The Daily Telegraph

Words aren’t cheap with ink that’s pricier than Chanel

- By Michael Cogley

BRANDED printer ink now costs more than 32-year-old scotch whisky, Chanel No 5 perfume and high-end champagne, a survey by Which? has found.

One set of Epson Expression Premium XP-900 cartridges can cost up to £96 – meaning replacing them five times in a year could cost up to £480.

Consumer group Which? claimed cheaper options of “similar quality” could result in a saving of £410 a year.

The Epson ink works out at around £2.04 per millilitre, which places it above a 32-year-old scotch, which can average £1.71 per millilitre, and Chanel No5, priced at around £1.13. The ink is considerab­ly more expensive than premium champagne too, which came in at around 30p per millilitre, it said.

Printers are staging something of a comeback thanks to a surge in people working from home. Home printer sales are expected to grow by 15 per cent this year to around $5 billion (£3.86billion), Deloitte has said.

And Britons are shelling out for topquality ink. Consumers fear that thirdparty cartridges could lead to a drop in print quality, be incompatib­le or, worse, damage their printers, according to a survey of 8,788 printer owners.

Which? found that 58 per cent regularly bought branded cartridges over third-party options. Around 41 per cent said they had never tried non-branded.

Which? said that a tenth of thirdparty ink users regularly experience­d issues. Of those, 4 per cent reported leakage, and 3 per cent stated that print quality was lower than they expected.

Harry Rose, Which? magazine editor, said the high cost of ink needed to be addressed. “Printer ink shouldn’t cost the earth,” he said. “Choosing third-party cartridges should be a personal choice and not dictated by the make of your printer.”

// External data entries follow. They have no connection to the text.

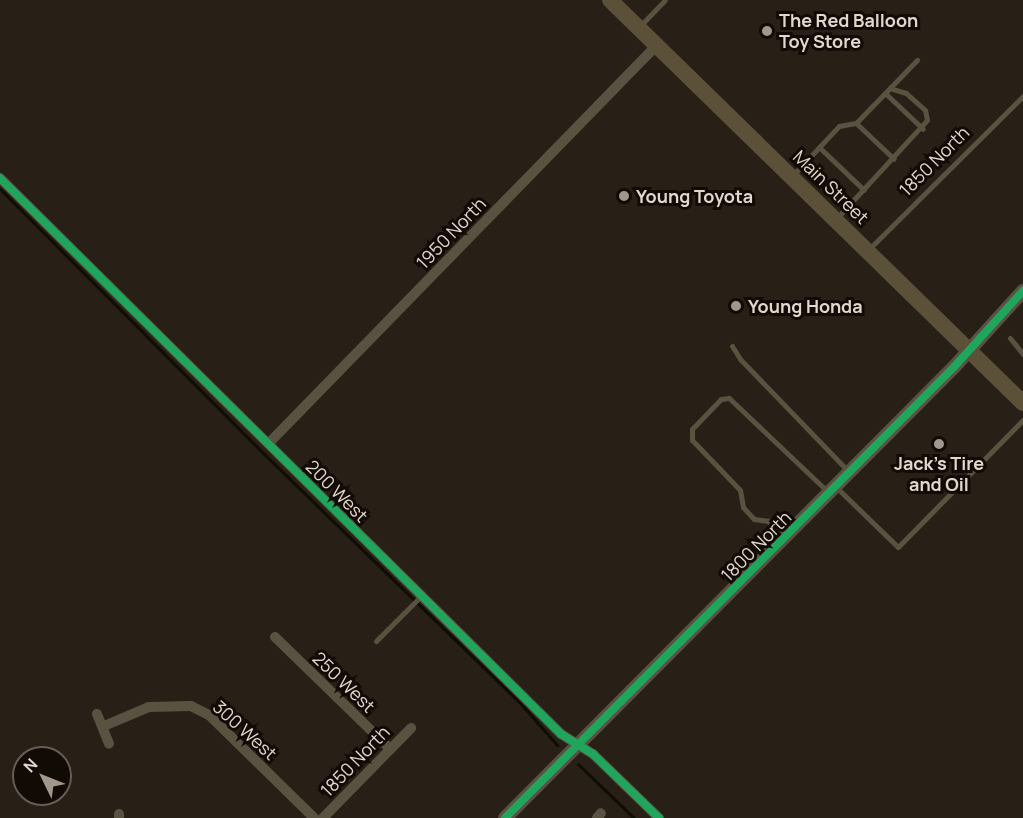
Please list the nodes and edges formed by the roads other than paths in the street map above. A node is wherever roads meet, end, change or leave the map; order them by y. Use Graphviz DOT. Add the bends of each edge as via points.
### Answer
graph roads {
  1 [pos="610,0"];
  2 [pos="665,0"];
  3 [pos="638,28"];
  4 [pos="656,46"];
  5 [pos="917,60"];
  6 [pos="887,91"];
  7 [pos="1023,96"];
  8 [pos="856,123"];
  9 [pos="923,129"];
  10 [pos="819,147"];
  11 [pos="894,159"];
  12 [pos="792,176"];
  13 [pos="0,178"];
  14 [pos="864,190"];
  15 [pos="836,219"];
  16 [pos="868,250"];
  17 [pos="1023,291"];
  18 [pos="1010,338"];
  19 [pos="732,346"];
  20 [pos="969,350"];
  21 [pos="1023,354"];
  22 [pos="1023,403"];
  23 [pos="1023,420"];
  24 [pos="269,443"];
  25 [pos="850,472"];
  26 [pos="832,490"];
  27 [pos="785,537"];
  28 [pos="417,600"];
  29 [pos="275,638"];
  30 [pos="376,641"];
  31 [pos="97,714"];
  32 [pos="104,726"];
  33 [pos="411,728"];
  34 [pos="578,743"];
  35 [pos="109,744"];
  36 [pos="390,749"];
  37 [pos="511,816"];
  38 [pos="314,818"];
  39 [pos="323,818"];
  40 [pos="659,818"];
  1 -- 3 [label="main road, Main Street"];
  2 -- 3 [label="lane"];
  3 -- 4 [label="main road, Main Street"];
  4 -- 12 [label="main road, Main Street"];
  4 -- 24 [label="street, 1950 North"];
  5 -- 6 [label="lane"];
  6 -- 8 [label="lane"];
  6 -- 9 [label="lane"];
  6 -- 9 [label="lane" via="906,93 925,110 927,120"];
  7 -- 16 [label="lane, 1850 North"];
  8 -- 10 [label="lane" via="839,126"];
  8 -- 11 [label="lane"];
  9 -- 11 [label="lane"];
  10 -- 12 [label="lane"];
  10 -- 14 [label="lane"];
  11 -- 14 [label="lane"];
  12 -- 15 [label="main road, Main Street"];
  13 -- 24 [label="street, 200 West"];
  14 -- 15 [label="lane"];
  15 -- 16 [label="main road, Main Street"];
  16 -- 20 [label="main road, Main Street"];
  17 -- 20 [label="street, 1800 North"];
  18 -- 21 [label="lane"];
  19 -- 25 [label="lane" via="740,359"];
  20 -- 22 [label="main road, Main Street"];
  20 -- 25 [label="street, 1800 North"];
  23 -- 26 [label="lane" via="898,547"];
  24 -- 28 [label="street, 200 West"];
  25 -- 26 [label="street, 1800 North"];
  26 -- 27 [label="street, 1800 North"];
  26 -- 27 [label="lane" via="729,398 721,399 692,429 692,440 740,490 743,507 754,519 768,521"];
  27 -- 34 [label="street, 1800 North"];
  28 -- 30 [label="lane"];
  28 -- 34 [label="street, 200 West" via="561,734"];
  29 -- 36 [label="street, 250 West"];
  31 -- 32 [label="street"];
  32 -- 35 [label="street"];
  32 -- 38 [label="street, 300 West" via="149,707 191,706 209,715"];
  33 -- 36 [label="street, 1850 North"];
  34 -- 37 [label="street, 1800 North"];
  34 -- 40 [label="street, 200 West"];
  36 -- 39 [label="street, 1850 North"];
}
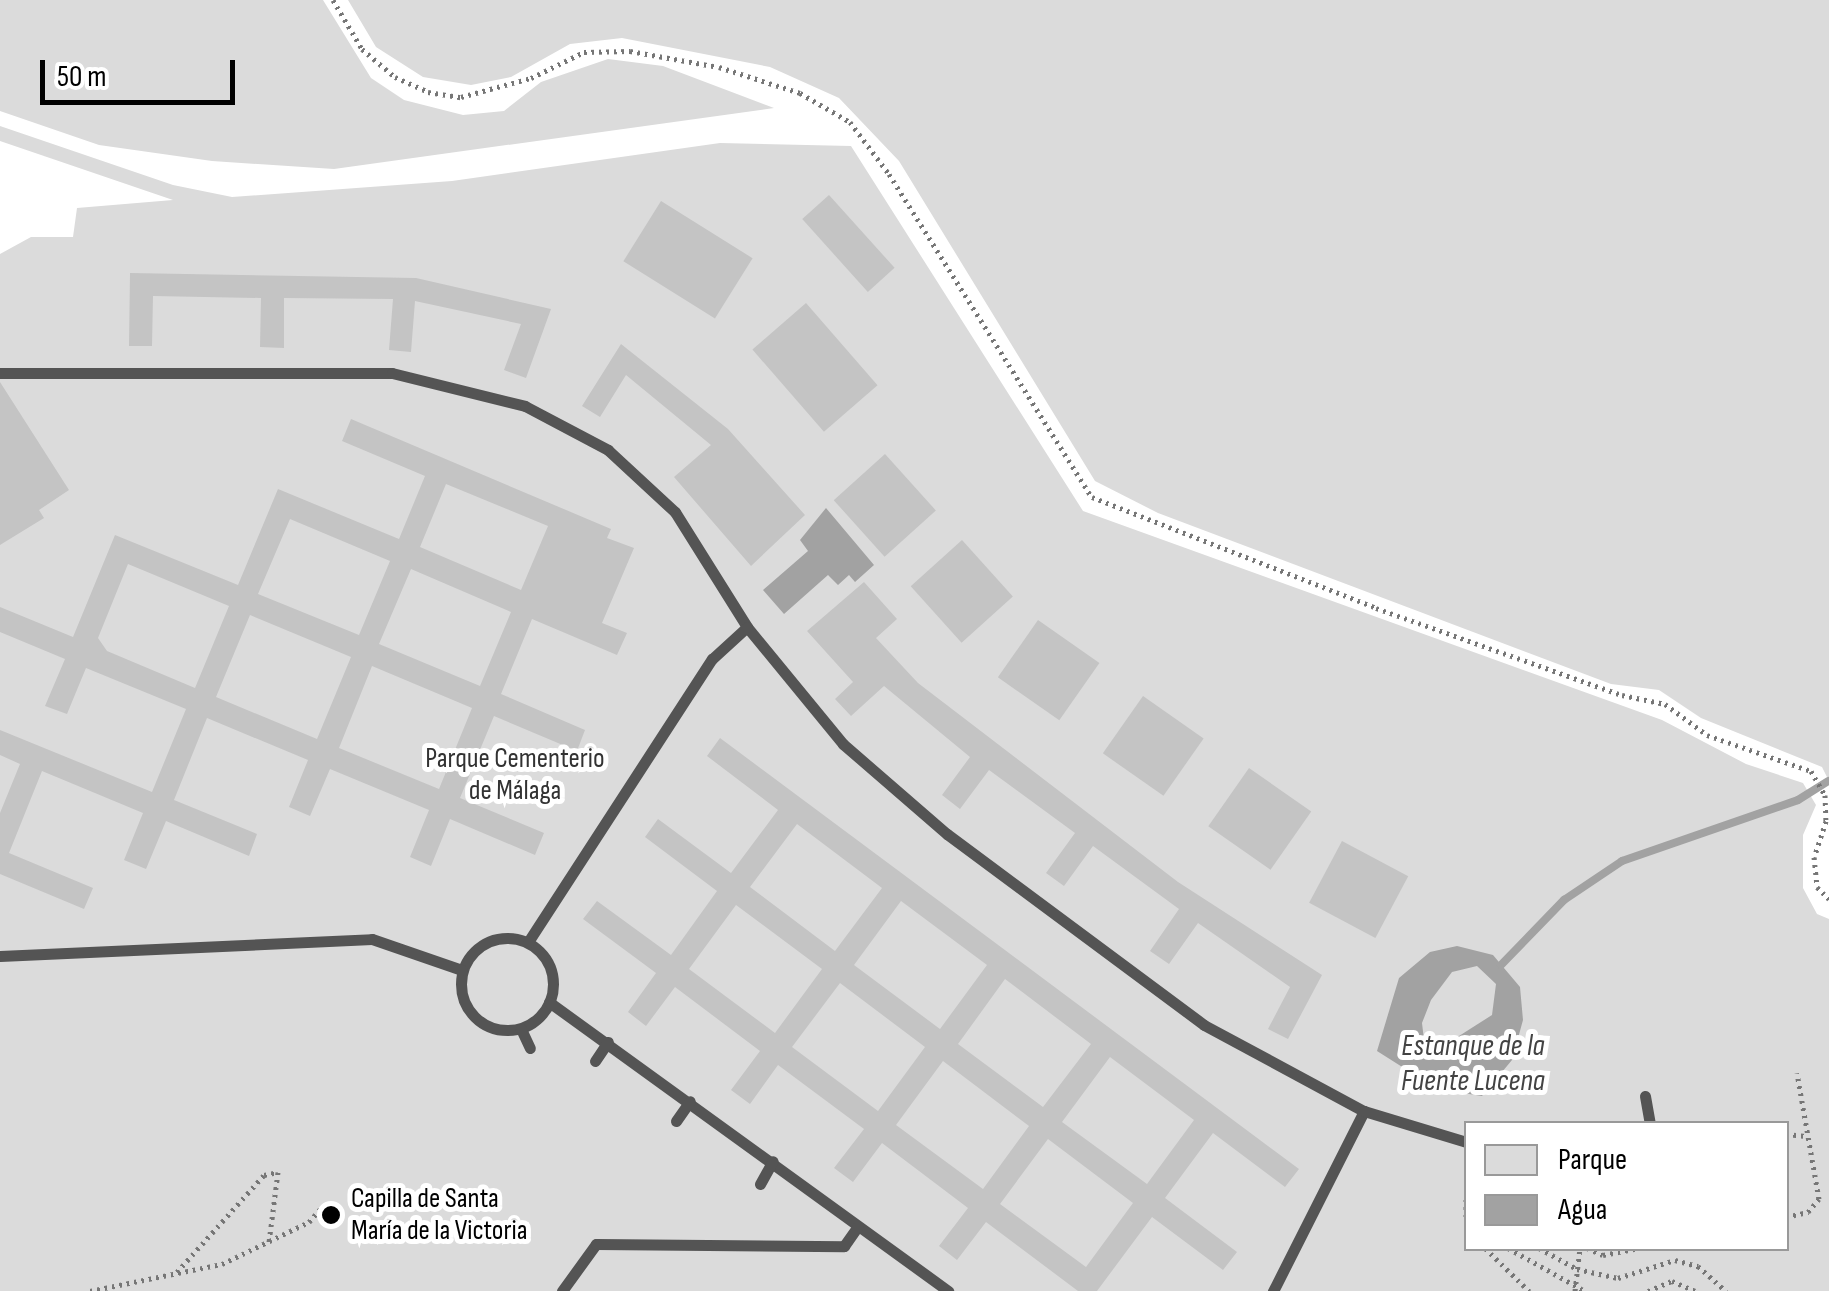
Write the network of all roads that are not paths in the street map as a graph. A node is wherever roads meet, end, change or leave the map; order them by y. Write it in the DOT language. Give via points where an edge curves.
graph roads {
  1 [pos="0,372"];
  2 [pos="747,628"];
  3 [pos="528,942"];
  4 [pos="0,956"];
  5 [pos="462,970"];
  6 [pos="549,1002"];
  7 [pos="520,1028"];
  8 [pos="608,1042"];
  9 [pos="530,1048"];
  10 [pos="595,1061"];
  11 [pos="1645,1096"];
  12 [pos="690,1101"];
  13 [pos="1364,1110"];
  14 [pos="676,1120"];
  15 [pos="1649,1121"];
  16 [pos="1464,1141"];
  17 [pos="772,1161"];
  18 [pos="760,1184"];
  19 [pos="858,1226"];
  20 [pos="562,1291"];
  21 [pos="948,1291"];
  22 [pos="1273,1291"];
  1 -- 2 [label="lane" via="392,373 525,406 608,450 675,512"];
  2 -- 3 [label="lane" via="712,659"];
  2 -- 13 [label="lane" via="843,744 947,834 1204,1025"];
  3 -- 5 [label="lane" via="489,940"];
  3 -- 6 [label="lane" via="551,968"];
  4 -- 5 [label="lane" via="372,940"];
  5 -- 7 [label="lane" via="460,990 481,1023"];
  6 -- 7 [label="lane"];
  6 -- 8 [label="lane"];
  7 -- 9 [label="lane"];
  8 -- 10 [label="lane"];
  8 -- 12 [label="lane"];
  11 -- 15 [label="lane"];
  12 -- 14 [label="lane"];
  12 -- 17 [label="lane"];
  13 -- 16 [label="lane"];
  13 -- 22 [label="lane"];
  17 -- 18 [label="lane"];
  17 -- 19 [label="lane"];
  19 -- 20 [label="lane" via="844,1246 596,1244"];
  19 -- 21 [label="lane"];
}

HP said its ink and toner cartridges delivered the “best possible printing experience for customers”. Epson had not responded to a request for a comment.

King Gillette, the razor man, thought America should have just one big city, powered by the Niagara Falls. A good idea, perhaps, but it was not to be. A more successful business plan was selling razors cheap and making the profit on the razor-blades. It is that model that many makers of printers for home computers follow. As we report today, the consumer outfit Which? has found some ink pricier than 32-year-old Scotch and far less satisfying. Outrageous prices – costing £29.30 to print out a 300-page report – matter more now so many of us must work from home. And what about things like railway tickets? It is madness to entrust them to a fallible phone, but it costs honest sterling to print them at home. Sometimes it feels there’s just one big monopoly supplier – Ink Inc – when there should be 1,000 rival ink wells.